Prompt → What you return must match the records below character for character, except that no picture appears.

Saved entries
* * *

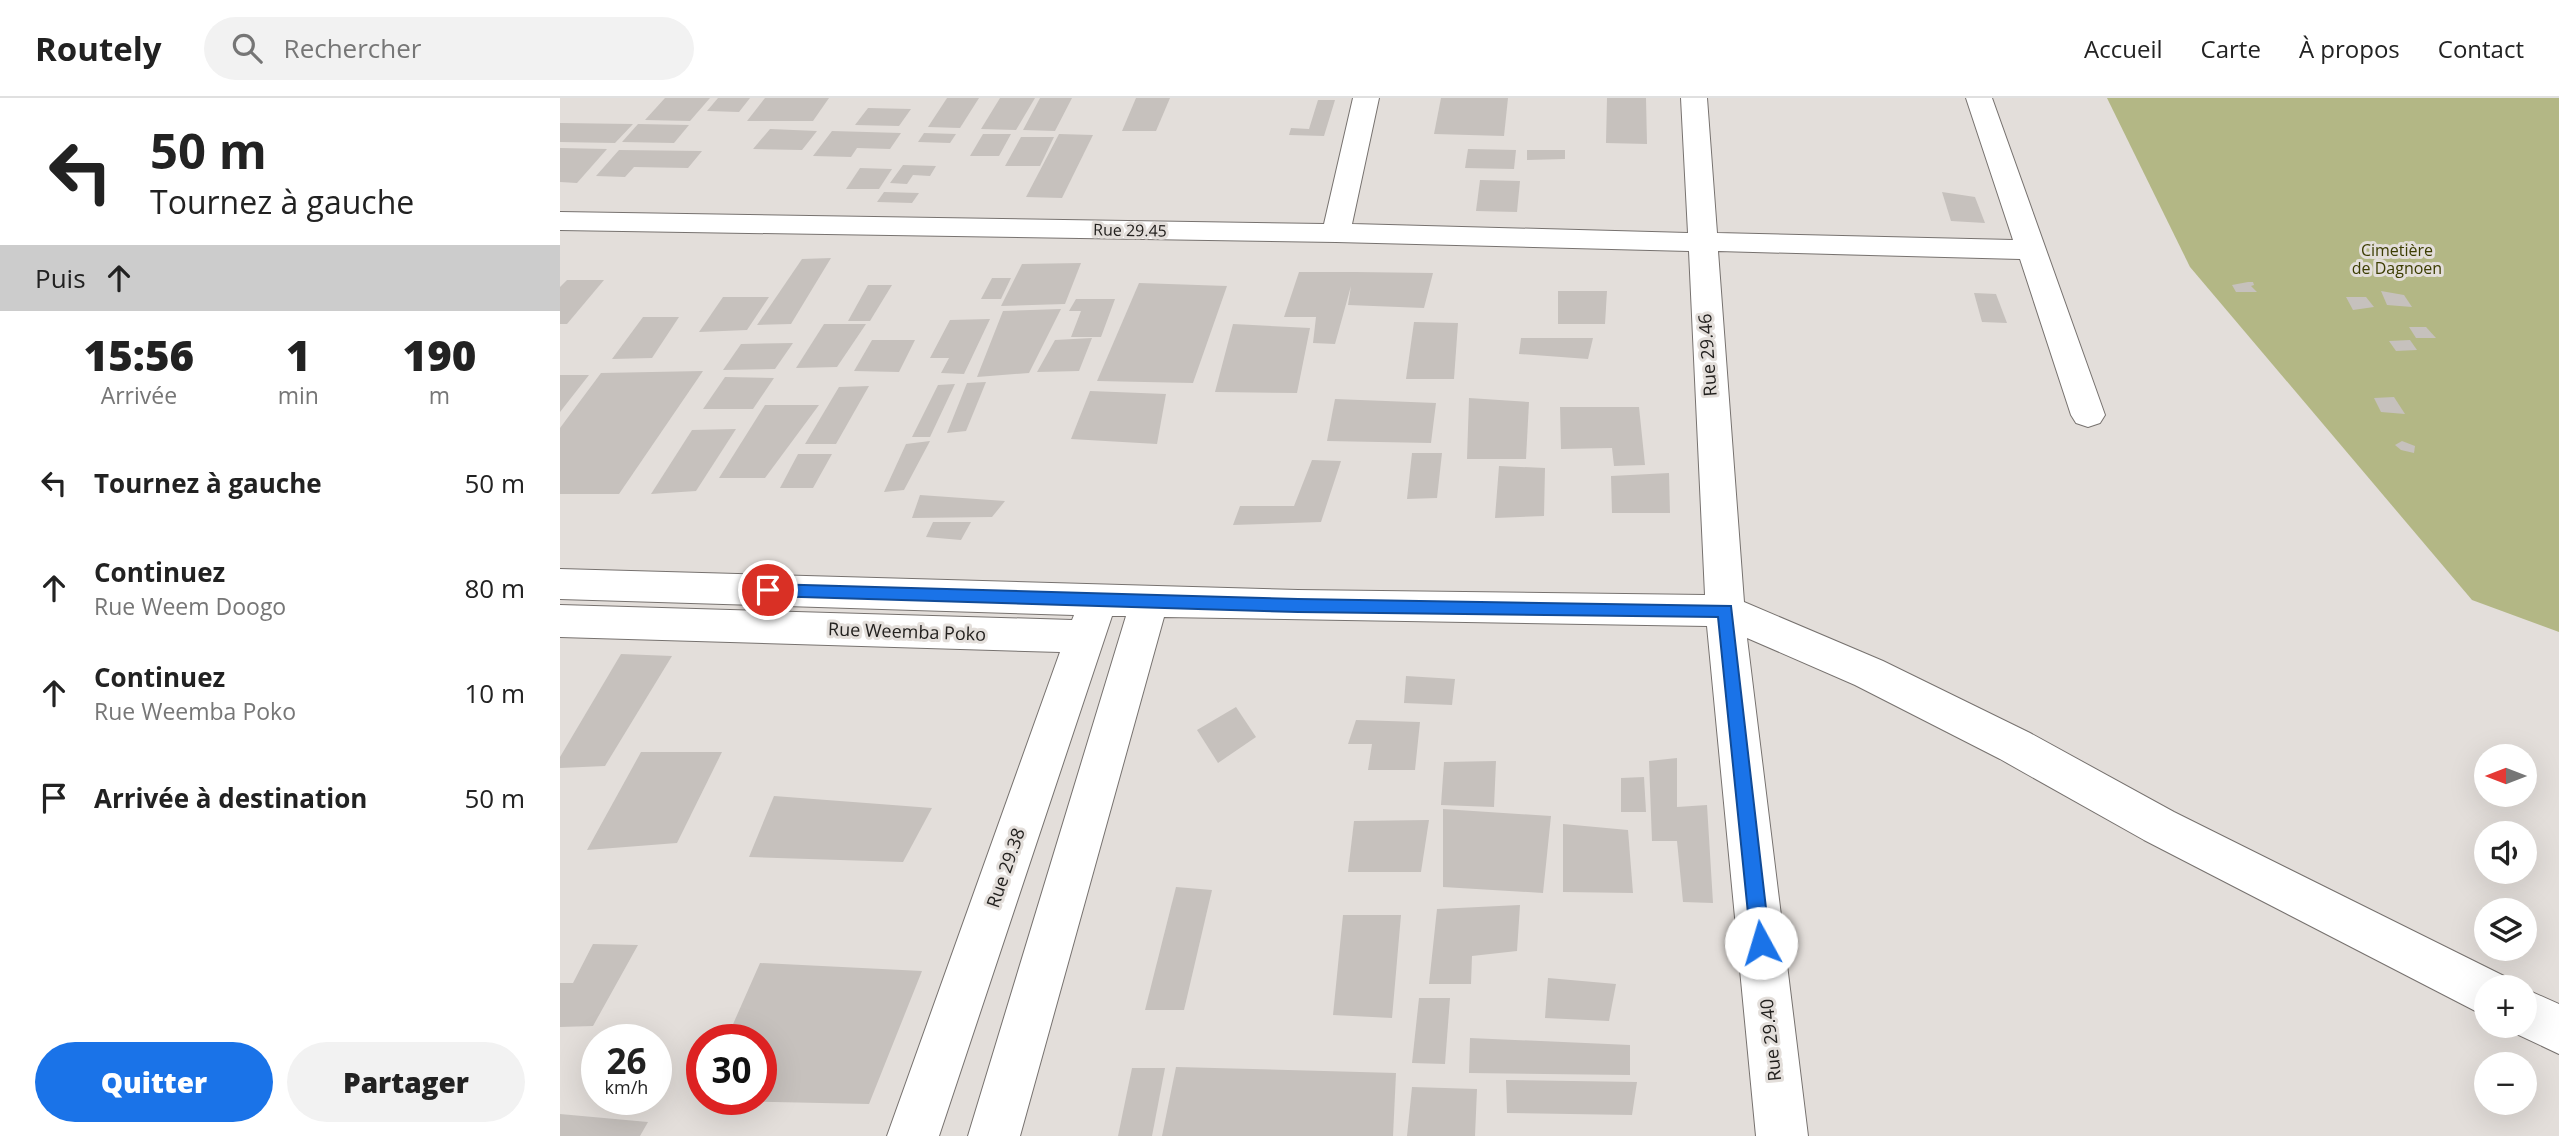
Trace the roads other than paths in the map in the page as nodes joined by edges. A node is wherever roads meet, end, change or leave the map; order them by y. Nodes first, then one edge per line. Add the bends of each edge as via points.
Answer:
1 (1366, 98) edge
2 (1694, 98) edge
3 (1979, 98) edge
4 (560, 221) edge
5 (1336, 233) junction
6 (1701, 241) junction
7 (2031, 250) junction
8 (2088, 415) dead end
9 (565, 591) edge
10 (1150, 601) junction
11 (1725, 611) junction
12 (1092, 619) junction
13 (560, 621) edge
14 (2474, 986) edge
15 (2537, 1019) edge
16 (2559, 1030) edge
17 (913, 1136) edge
18 (995, 1136) edge
19 (1782, 1136) edge

1 - 5 street
2 - 6 street, Rue 29.46
3 - 7 street
4 - 5 street, Rue 29.45
5 - 6 street, Rue 29.45
6 - 7 street, Rue 29.45
6 - 11 street, Rue 29.46
7 - 8 street
9 - 12 street
10 - 11 street
10 - 12 street
10 - 18 street
11 - 14 street via 1881,679 2015,746 2159,826
11 - 19 street, Rue 29.40
12 - 13 street, Rue Weemba Poko
12 - 17 street, Rue 29.38
15 - 16 street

* * *

Exercise result →
Trace the roads other than paths in the map in the page as nodes joined by edges. A node is wherever roads meet, end, change or leave the map; order them by y. Nodes first, then one edge per line. Add the bends of each edge as via points.
Answer:
1 (1366, 98) edge
2 (1694, 98) edge
3 (1979, 98) edge
4 (560, 221) edge
5 (1336, 233) junction
6 (1701, 241) junction
7 (2031, 250) junction
8 (2088, 415) dead end
9 (565, 591) edge
10 (1150, 601) junction
11 (1725, 611) junction
12 (1092, 619) junction
13 (560, 621) edge
14 (2474, 986) edge
15 (2537, 1019) edge
16 (2559, 1030) edge
17 (913, 1136) edge
18 (995, 1136) edge
19 (1782, 1136) edge

1 - 5 street
2 - 6 street, Rue 29.46
3 - 7 street
4 - 5 street, Rue 29.45
5 - 6 street, Rue 29.45
6 - 7 street, Rue 29.45
6 - 11 street, Rue 29.46
7 - 8 street
9 - 12 street
10 - 11 street
10 - 12 street
10 - 18 street
11 - 14 street via 1881,679 2015,746 2159,826
11 - 19 street, Rue 29.40
12 - 13 street, Rue Weemba Poko
12 - 17 street, Rue 29.38
15 - 16 street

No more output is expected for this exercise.